:: Work task ::
Determine how many lines below contain the word "和平里东街", then state only that figure.

:: Available records ::
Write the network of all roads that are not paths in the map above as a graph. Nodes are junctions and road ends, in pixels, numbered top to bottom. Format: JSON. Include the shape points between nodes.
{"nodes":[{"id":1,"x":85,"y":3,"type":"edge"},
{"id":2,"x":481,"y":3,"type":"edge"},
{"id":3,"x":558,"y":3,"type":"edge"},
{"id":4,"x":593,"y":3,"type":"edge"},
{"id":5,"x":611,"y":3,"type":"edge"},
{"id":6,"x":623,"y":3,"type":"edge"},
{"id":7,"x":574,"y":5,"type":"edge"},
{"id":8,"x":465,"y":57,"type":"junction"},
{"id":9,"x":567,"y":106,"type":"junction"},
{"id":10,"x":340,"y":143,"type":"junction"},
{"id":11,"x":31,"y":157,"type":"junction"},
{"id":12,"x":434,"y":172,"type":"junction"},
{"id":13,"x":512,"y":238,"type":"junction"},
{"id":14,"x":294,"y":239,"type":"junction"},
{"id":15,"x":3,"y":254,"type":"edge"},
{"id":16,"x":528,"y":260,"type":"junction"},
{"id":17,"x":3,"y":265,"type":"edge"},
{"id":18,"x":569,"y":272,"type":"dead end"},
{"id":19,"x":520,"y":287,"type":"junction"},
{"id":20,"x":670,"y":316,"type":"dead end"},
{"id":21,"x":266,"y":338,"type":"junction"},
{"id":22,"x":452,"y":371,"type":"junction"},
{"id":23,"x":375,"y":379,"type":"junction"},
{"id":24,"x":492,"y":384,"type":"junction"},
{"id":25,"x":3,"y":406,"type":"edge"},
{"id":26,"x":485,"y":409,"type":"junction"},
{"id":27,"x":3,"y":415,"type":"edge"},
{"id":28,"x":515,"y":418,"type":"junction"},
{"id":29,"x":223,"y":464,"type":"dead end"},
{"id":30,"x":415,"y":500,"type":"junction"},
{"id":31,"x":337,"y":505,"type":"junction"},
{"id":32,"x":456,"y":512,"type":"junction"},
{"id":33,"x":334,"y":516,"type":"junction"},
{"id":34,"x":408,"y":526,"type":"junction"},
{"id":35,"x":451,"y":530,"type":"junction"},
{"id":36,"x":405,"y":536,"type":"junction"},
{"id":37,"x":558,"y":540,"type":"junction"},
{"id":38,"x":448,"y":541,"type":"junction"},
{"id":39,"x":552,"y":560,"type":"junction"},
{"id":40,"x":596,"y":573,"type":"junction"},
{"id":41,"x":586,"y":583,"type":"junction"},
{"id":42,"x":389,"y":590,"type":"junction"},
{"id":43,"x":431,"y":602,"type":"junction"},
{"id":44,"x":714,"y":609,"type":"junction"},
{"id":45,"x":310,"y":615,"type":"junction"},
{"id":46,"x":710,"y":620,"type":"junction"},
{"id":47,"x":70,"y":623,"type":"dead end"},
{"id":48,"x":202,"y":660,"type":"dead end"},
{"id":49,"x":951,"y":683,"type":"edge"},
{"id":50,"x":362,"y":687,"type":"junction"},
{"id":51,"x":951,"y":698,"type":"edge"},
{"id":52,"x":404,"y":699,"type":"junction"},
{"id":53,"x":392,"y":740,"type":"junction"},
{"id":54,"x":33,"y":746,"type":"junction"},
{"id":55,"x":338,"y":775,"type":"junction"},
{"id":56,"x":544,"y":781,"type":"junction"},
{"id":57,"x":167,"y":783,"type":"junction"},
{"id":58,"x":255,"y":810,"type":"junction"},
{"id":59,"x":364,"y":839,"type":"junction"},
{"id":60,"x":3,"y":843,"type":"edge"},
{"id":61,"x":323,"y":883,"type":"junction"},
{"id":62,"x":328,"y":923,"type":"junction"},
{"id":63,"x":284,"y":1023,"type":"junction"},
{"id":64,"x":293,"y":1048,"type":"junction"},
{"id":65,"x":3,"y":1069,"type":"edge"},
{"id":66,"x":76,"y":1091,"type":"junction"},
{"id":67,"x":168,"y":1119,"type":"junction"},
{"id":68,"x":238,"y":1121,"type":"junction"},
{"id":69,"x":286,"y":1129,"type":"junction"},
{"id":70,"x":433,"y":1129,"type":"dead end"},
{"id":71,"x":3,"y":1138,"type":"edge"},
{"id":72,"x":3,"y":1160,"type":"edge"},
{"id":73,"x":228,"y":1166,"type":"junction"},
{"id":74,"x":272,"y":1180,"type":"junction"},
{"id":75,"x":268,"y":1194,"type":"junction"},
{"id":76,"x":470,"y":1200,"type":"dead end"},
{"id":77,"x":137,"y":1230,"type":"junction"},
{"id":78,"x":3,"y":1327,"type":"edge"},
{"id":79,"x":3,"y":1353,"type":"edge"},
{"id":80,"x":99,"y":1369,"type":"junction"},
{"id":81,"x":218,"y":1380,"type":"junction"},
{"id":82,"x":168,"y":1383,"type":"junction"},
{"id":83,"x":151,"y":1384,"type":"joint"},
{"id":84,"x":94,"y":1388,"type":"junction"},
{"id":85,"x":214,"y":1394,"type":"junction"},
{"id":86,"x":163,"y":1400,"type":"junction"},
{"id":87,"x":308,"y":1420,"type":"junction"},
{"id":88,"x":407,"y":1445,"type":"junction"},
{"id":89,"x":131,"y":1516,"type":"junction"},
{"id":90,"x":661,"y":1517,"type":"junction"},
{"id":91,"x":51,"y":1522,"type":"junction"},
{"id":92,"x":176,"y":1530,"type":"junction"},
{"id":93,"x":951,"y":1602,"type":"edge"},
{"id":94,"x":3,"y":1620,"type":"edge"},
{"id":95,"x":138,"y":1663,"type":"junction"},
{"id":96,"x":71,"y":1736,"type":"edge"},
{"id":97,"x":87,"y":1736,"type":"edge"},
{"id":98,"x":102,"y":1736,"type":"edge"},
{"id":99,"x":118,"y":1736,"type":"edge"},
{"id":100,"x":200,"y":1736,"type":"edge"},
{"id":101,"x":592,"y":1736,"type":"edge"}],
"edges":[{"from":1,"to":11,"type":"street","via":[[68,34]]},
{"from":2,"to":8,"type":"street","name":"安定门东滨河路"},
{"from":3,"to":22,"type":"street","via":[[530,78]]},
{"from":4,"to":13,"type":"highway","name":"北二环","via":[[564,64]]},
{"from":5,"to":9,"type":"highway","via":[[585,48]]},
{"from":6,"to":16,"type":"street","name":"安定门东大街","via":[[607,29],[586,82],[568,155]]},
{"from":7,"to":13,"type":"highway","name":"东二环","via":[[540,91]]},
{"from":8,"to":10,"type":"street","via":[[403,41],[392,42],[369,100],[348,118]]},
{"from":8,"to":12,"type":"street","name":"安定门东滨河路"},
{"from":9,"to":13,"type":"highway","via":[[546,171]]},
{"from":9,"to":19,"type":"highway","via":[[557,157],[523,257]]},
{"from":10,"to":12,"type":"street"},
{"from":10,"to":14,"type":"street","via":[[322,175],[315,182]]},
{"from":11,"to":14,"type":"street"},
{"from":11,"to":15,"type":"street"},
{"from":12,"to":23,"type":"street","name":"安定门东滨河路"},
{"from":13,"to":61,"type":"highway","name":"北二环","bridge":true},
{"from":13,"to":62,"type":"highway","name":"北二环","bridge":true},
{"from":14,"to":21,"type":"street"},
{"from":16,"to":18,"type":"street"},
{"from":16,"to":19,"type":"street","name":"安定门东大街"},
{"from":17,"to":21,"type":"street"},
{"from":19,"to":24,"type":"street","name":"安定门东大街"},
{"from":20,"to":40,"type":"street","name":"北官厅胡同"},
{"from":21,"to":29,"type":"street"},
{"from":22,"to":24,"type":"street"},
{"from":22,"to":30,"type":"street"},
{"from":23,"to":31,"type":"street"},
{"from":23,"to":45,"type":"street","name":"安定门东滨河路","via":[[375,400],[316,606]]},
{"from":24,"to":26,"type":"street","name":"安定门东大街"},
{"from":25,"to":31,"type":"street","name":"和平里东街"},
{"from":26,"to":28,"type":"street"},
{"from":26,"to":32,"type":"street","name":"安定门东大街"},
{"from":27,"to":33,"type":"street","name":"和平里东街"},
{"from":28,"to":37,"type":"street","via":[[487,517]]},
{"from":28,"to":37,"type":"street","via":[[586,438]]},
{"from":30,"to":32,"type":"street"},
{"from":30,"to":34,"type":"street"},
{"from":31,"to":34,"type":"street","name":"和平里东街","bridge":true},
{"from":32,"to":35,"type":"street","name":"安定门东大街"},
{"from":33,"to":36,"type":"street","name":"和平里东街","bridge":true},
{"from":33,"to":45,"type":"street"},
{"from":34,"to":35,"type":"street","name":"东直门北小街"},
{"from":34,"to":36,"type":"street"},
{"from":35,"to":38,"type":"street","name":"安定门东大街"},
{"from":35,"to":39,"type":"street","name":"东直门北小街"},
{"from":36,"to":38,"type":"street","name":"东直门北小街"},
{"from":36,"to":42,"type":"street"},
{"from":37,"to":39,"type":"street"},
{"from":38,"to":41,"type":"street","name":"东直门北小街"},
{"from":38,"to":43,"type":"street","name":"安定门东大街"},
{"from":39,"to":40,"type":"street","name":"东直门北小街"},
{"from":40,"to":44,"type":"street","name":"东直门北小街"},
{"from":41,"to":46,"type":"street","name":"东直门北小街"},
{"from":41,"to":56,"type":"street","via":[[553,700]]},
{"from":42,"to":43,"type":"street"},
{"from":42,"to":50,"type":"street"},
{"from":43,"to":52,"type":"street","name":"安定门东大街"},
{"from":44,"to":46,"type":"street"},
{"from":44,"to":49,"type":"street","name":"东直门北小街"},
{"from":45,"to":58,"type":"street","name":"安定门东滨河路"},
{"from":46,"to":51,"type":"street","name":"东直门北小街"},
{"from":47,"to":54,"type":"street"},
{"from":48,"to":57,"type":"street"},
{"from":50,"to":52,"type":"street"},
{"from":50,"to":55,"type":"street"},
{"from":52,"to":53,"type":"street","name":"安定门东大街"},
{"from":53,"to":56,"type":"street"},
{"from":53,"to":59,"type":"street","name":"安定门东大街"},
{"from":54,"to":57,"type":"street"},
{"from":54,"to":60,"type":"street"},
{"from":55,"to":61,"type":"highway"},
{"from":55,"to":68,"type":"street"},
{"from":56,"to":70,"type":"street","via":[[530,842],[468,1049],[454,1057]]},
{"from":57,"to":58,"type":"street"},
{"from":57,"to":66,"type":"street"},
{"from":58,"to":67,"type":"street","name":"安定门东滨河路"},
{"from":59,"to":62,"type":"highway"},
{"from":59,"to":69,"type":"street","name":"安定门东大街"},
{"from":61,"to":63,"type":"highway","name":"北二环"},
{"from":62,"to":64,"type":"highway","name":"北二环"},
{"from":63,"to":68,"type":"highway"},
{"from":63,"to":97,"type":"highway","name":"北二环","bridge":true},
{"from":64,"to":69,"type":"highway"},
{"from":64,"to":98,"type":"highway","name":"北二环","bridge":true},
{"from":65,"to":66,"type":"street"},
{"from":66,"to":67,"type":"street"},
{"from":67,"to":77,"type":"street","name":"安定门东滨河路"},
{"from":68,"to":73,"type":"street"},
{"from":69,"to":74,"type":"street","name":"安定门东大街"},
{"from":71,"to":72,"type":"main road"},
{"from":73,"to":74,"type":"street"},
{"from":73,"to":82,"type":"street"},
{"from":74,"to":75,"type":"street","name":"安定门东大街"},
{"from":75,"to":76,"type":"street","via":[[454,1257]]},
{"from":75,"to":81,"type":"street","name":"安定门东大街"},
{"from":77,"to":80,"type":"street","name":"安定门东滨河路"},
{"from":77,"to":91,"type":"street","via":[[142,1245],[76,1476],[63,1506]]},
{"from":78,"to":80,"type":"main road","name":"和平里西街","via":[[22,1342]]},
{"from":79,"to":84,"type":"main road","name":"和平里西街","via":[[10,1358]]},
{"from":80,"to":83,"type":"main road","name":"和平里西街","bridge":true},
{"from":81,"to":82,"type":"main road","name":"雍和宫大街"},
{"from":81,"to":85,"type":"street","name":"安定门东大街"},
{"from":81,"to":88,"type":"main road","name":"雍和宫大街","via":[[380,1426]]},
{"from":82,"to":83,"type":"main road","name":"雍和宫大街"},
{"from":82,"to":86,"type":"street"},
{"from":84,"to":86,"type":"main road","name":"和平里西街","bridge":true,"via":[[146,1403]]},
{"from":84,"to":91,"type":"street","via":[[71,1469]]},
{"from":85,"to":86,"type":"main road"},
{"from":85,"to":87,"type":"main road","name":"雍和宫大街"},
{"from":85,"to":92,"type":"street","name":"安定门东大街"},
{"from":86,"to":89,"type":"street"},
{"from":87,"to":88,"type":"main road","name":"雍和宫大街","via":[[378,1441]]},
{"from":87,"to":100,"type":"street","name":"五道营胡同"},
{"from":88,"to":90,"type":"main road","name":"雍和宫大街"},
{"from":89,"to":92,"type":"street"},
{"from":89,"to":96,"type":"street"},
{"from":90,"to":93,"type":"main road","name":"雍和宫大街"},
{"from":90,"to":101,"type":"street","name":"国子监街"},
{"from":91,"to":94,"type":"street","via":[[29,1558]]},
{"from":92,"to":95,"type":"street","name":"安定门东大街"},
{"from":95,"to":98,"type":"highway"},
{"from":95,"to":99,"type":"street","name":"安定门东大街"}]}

:: Solution for this task ::
4